- **What is being asked**
From the material below, give the number of lines that hold the string "Caddesi" and nothing further.

- **Supplied material**

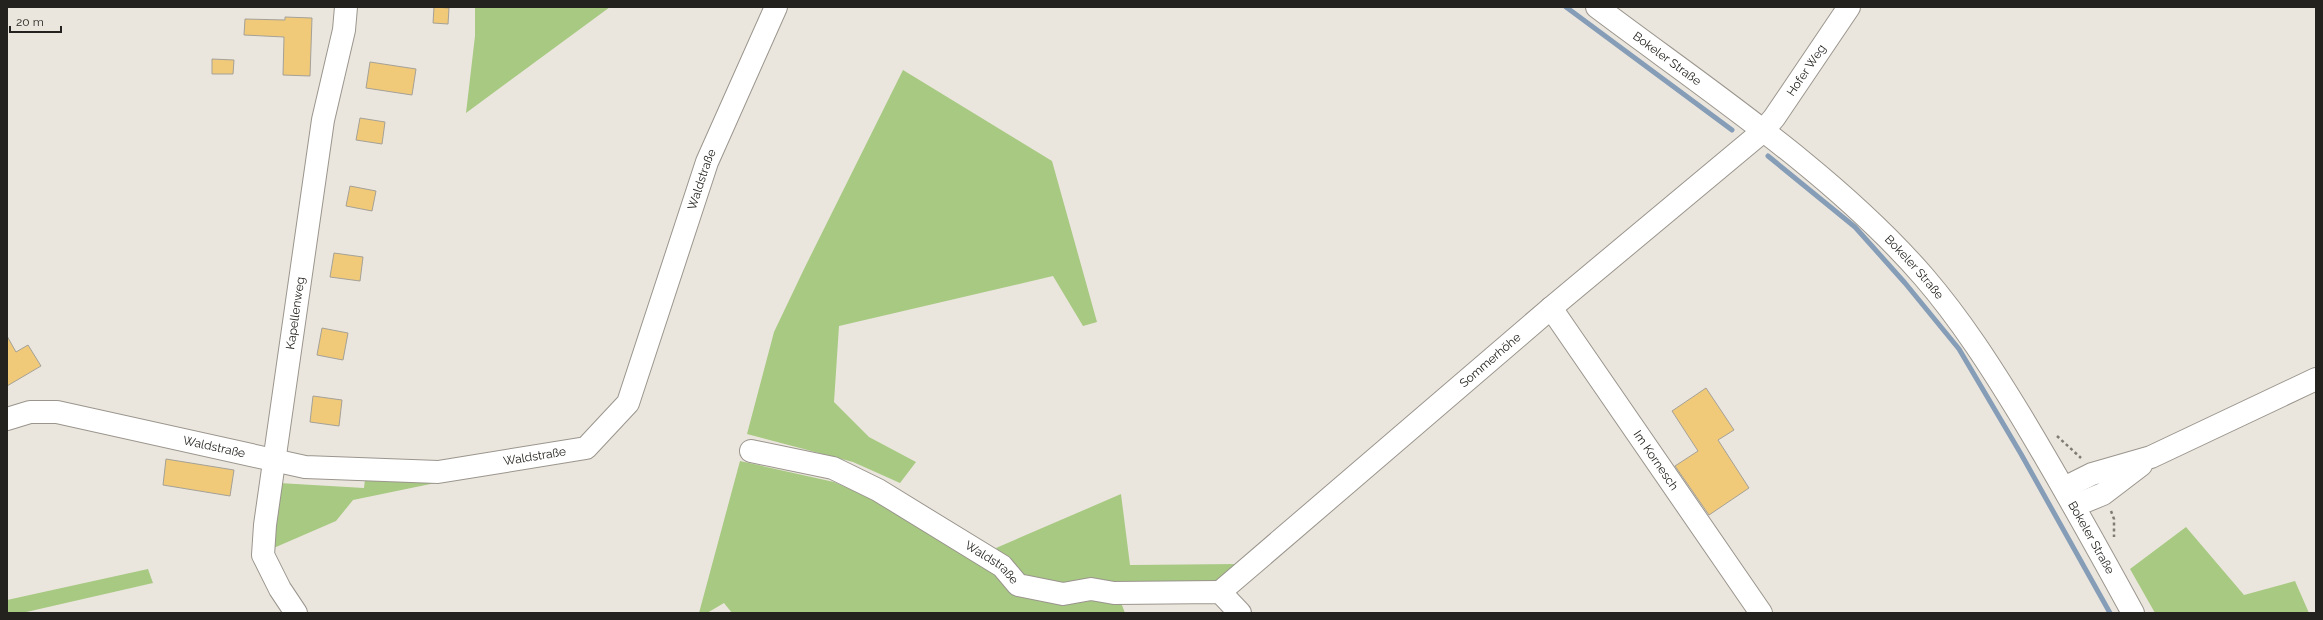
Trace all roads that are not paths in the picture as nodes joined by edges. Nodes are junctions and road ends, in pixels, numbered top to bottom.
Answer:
1 (346, 7) edge
2 (776, 7) edge
3 (1597, 7) edge
4 (1849, 7) edge
5 (1762, 132) junction
6 (1551, 308) junction
7 (2316, 379) edge
8 (7, 419) edge
9 (752, 451) dead end
10 (273, 460) junction
11 (2069, 497) junction
12 (1220, 592) junction
13 (296, 613) edge
14 (1240, 613) edge
15 (1761, 613) edge
16 (2133, 613) edge

1 - 10 street, Kapellenweg
2 - 10 street, Waldstraße
3 - 5 street, Bokeler Straße
4 - 5 street, Hofer Weg
5 - 6 street, Sommerhöhe
5 - 11 street, Bokeler Straße
6 - 12 street, Sommerhöhe
6 - 15 street, Im Kornesch
7 - 11 street
8 - 10 street, Waldstraße
9 - 12 street, Waldstraße
10 - 13 street, Kapellenweg
11 - 16 street, Bokeler Straße
12 - 14 street

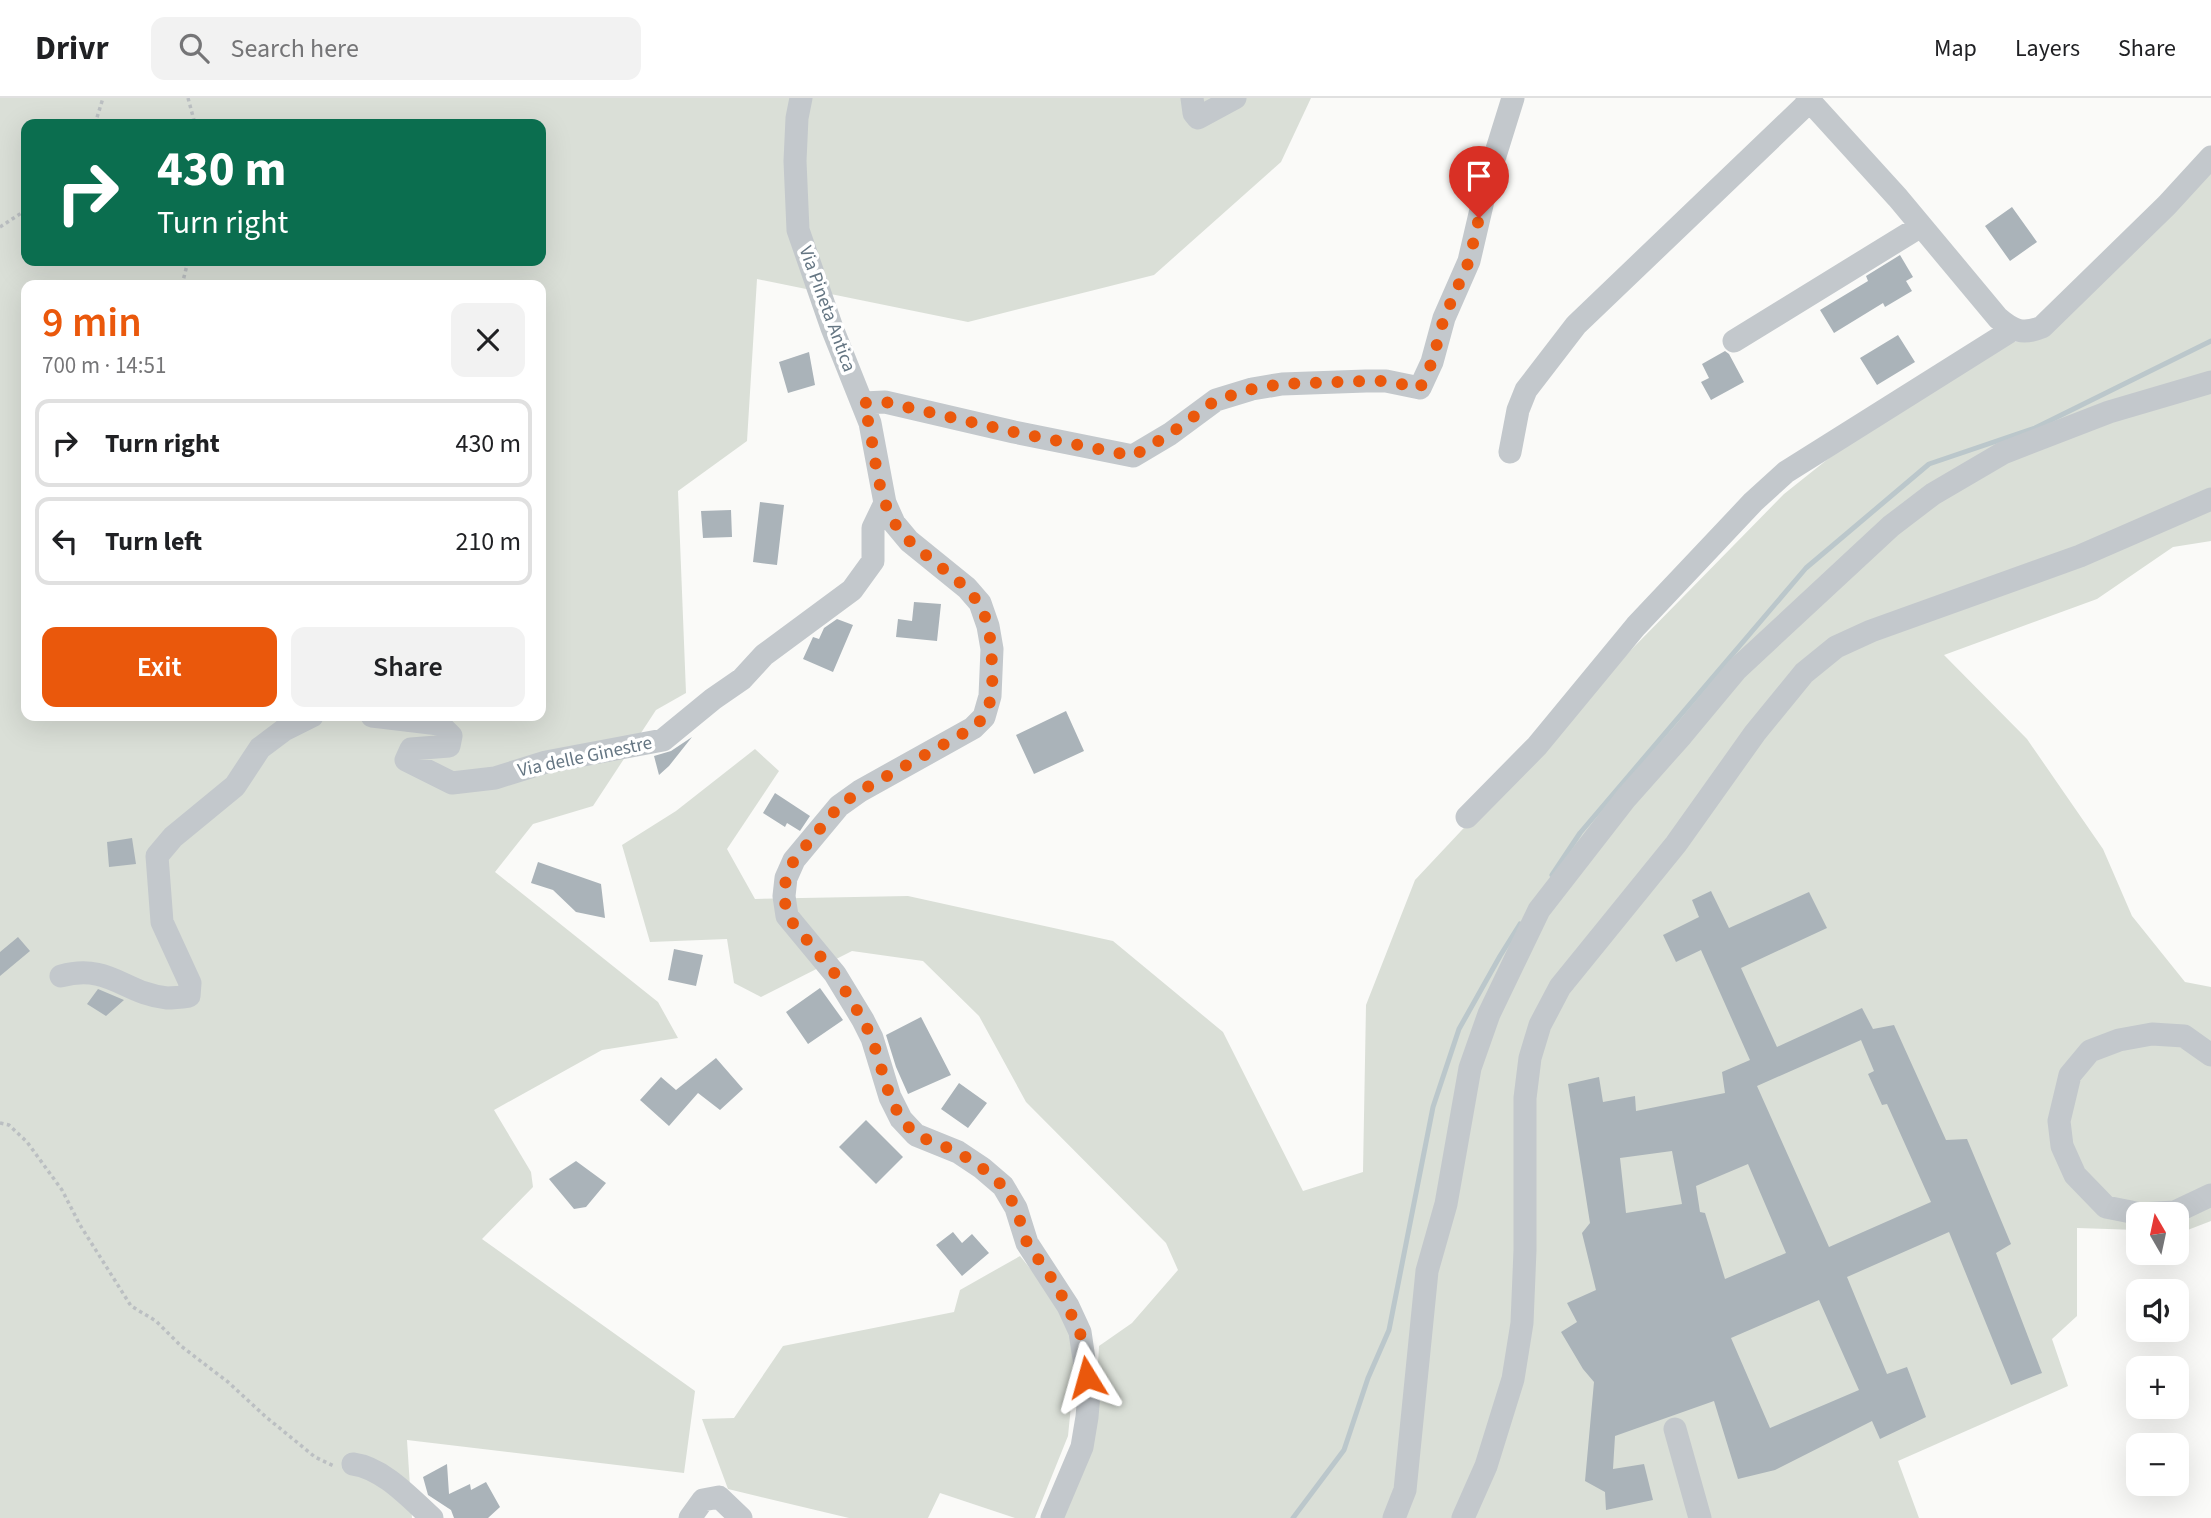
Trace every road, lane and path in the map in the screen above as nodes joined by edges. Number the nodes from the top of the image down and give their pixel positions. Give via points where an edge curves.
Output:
1 (103, 98) edge
2 (188, 98) edge
3 (802, 98) edge
4 (1192, 98) edge
5 (1235, 98) edge
6 (1513, 98) edge
7 (1809, 100) edge
8 (97, 119) edge
9 (194, 119) edge
10 (2211, 157) edge
11 (21, 213) edge
12 (1921, 226) junction
13 (0, 227) edge
14 (2012, 330) junction
15 (1734, 341) dead end
16 (2211, 383) edge
17 (863, 403) junction
18 (1510, 452) dead end
19 (2211, 499) edge
20 (885, 503) junction
21 (302, 721) edge
22 (414, 721) edge
23 (1467, 817) dead end
24 (61, 976) dead end
25 (2211, 1055) edge
26 (0, 1123) edge
27 (2211, 1195) edge
28 (1675, 1429) dead end
29 (353, 1464) joint
30 (432, 1518) edge
31 (690, 1518) edge
32 (741, 1518) edge
33 (1052, 1518) edge
34 (1394, 1518) edge
35 (1463, 1518) edge
36 (1700, 1518) edge

1 - 8 path
2 - 9 path
3 - 17 street, Via Pineta Antica via 795,161 798,230
4 - 5 street via 1198,118
6 - 17 street via 1469,261 1420,388 1366,381 1252,389 1216,400 1133,456 885,402
7 - 12 street
7 - 18 street via 1576,325 1526,390
10 - 14 street via 2042,327 2028,333
11 - 13 path
12 - 14 street
12 - 15 street
14 - 23 street via 1786,472 1636,626 1545,737
16 - 34 street via 2109,412 2003,453 1933,494 1891,526 1737,669 1626,798 1539,910 1489,1014 1470,1068 1446,1204 1427,1271 1405,1490
17 - 20 street, Via Pineta Antica
19 - 35 street via 2080,556 1836,647 1804,673 1755,733 1676,844 1560,987 1540,1026 1525,1098 1522,1323 1513,1379 1486,1466
20 - 22 street, Via delle Ginestre via 873,528 873,561 852,590 764,655 742,679 663,740 546,762 495,778 452,783 406,760 411,749 449,746 451,736 439,724
20 - 33 street, Via Pineta Antica via 909,541 980,603 992,649 990,696 984,717 973,728 860,791 828,817 794,860 786,878 787,916 835,974 863,1020 901,1119 916,1135 958,1152 1003,1186 1027,1243 1057,1286 1080,1332 1089,1393 1087,1417 1082,1447
21 - 24 street via 260,748 235,786 156,856 162,922 190,983 188,996 166,998 96,972
25 - 27 street via 2184,1036 2152,1034 2090,1051 2070,1075 2059,1121 2062,1146 2075,1175 2106,1208 2141,1214 2175,1212
26 - 29 path via 9,1125 27,1142 62,1190 131,1306 156,1321 315,1457 333,1466
28 - 36 street
29 - 30 street via 366,1465
31 - 32 street via 703,1500 719,1497

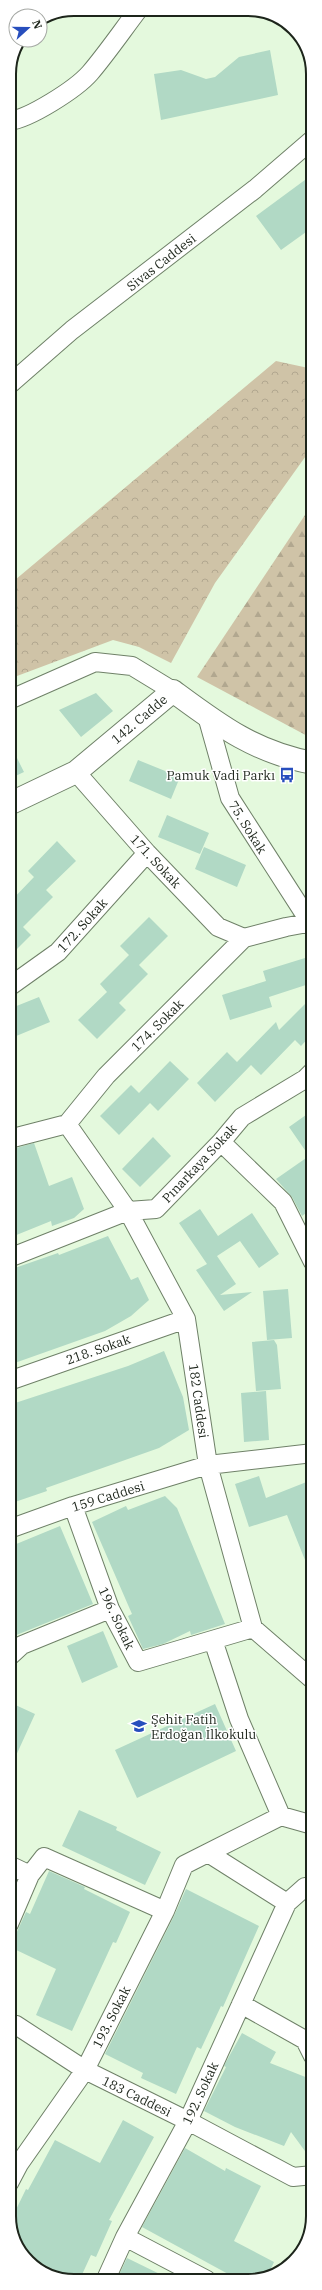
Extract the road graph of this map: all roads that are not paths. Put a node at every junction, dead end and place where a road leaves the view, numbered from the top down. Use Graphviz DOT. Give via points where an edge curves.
graph roads {
  1 [pos="133,16"];
  2 [pos="16,120"];
  3 [pos="306,145"];
  4 [pos="16,379"];
  5 [pos="173,691"];
  6 [pos="16,697"];
  7 [pos="207,716"];
  8 [pos="306,761"];
  9 [pos="76,772"];
  10 [pos="16,801"];
  11 [pos="147,853"];
  12 [pos="306,915"];
  13 [pos="306,924"];
  14 [pos="244,938"];
  15 [pos="16,982"];
  16 [pos="306,1078"];
  17 [pos="66,1124"];
  18 [pos="16,1137"];
  19 [pos="221,1142"];
  20 [pos="128,1211"];
  21 [pos="306,1248"];
  22 [pos="16,1255"];
  23 [pos="186,1319"];
  24 [pos="16,1379"];
  25 [pos="306,1454"];
  26 [pos="208,1465"];
  27 [pos="74,1506"];
  28 [pos="16,1527"];
  29 [pos="110,1609"];
  30 [pos="253,1628"];
  31 [pos="213,1640"];
  32 [pos="16,1651"];
  33 [pos="306,1674"];
  34 [pos="281,1816"];
  35 [pos="306,1823"];
  36 [pos="208,1853"];
  37 [pos="16,1868"];
  38 [pos="30,1875"];
  39 [pos="306,1887"];
  40 [pos="287,1903"];
  41 [pos="16,1908"];
  42 [pos="165,1911"];
  43 [pos="241,2004"];
  44 [pos="16,2025"];
  45 [pos="306,2042"];
  46 [pos="84,2070"];
  47 [pos="188,2121"];
  48 [pos="16,2160"];
  49 [pos="306,2176"];
  50 [pos="125,2237"];
  51 [pos="108,2274"];
  52 [pos="196,2274"];
  1 -- 2 [label="street" via="89,74 50,103"];
  3 -- 4 [label="street, Sivas Caddesi" via="255,189 72,330"];
  5 -- 6 [label="street" via="132,666 95,662"];
  5 -- 7 [label="street, 142. Cadde"];
  5 -- 9 [label="street, 142. Cadde"];
  7 -- 8 [label="street, 142. Cadde" via="240,738 290,758"];
  7 -- 12 [label="street, 75. Sokak" via="230,798"];
  9 -- 10 [label="street, 142. Cadde"];
  9 -- 11 [label="street, 171. Sokak"];
  11 -- 14 [label="street, 171. Sokak" via="218,927"];
  11 -- 15 [label="street, 172. Sokak" via="58,952"];
  13 -- 14 [label="street, 174. Sokak" via="286,926"];
  14 -- 17 [label="street, 174. Sokak" via="106,1076"];
  16 -- 19 [label="street, Pınarkaya Sokak" via="242,1117"];
  17 -- 18 [label="street"];
  17 -- 20 [label="street, 182 Caddesi"];
  19 -- 20 [label="street, Pınarkaya Sokak" via="156,1209"];
  19 -- 21 [label="street" via="283,1202"];
  20 -- 22 [label="street, Pınarkaya Sokak"];
  20 -- 23 [label="street, 182 Caddesi"];
  23 -- 24 [label="street, 218. Sokak"];
  23 -- 26 [label="street, 182 Caddesi"];
  25 -- 26 [label="street, 159 Caddesi"];
  26 -- 27 [label="street, 159 Caddesi"];
  26 -- 30 [label="street, 182 Caddesi"];
  27 -- 28 [label="street, 159 Caddesi"];
  27 -- 29 [label="street, 196. Sokak"];
  29 -- 31 [label="street, 196. Sokak" via="138,1662"];
  29 -- 32 [label="street" via="22,1645"];
  30 -- 31 [label="street, 196. Sokak"];
  30 -- 33 [label="street"];
  31 -- 34 [label="street" via="239,1719"];
  34 -- 35 [label="street"];
  34 -- 36 [label="street, 193. Sokak"];
  36 -- 40 [label="street"];
  36 -- 42 [label="street, 193. Sokak" via="184,1865"];
  37 -- 38 [label="street"];
  38 -- 41 [label="street"];
  38 -- 42 [label="street" via="44,1857"];
  39 -- 40 [label="street"];
  40 -- 43 [label="street, 192. Sokak"];
  42 -- 46 [label="street, 193. Sokak"];
  43 -- 45 [label="street"];
  43 -- 47 [label="street, 192. Sokak"];
  44 -- 46 [label="street, 183 Caddesi"];
  46 -- 47 [label="street, 183 Caddesi"];
  46 -- 48 [label="street, 193. Sokak"];
  47 -- 49 [label="street, 183 Caddesi" via="293,2177"];
  47 -- 50 [label="street, 192. Sokak"];
  50 -- 51 [label="street, 192. Sokak"];
  50 -- 52 [label="street"];
}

- **Response box**
11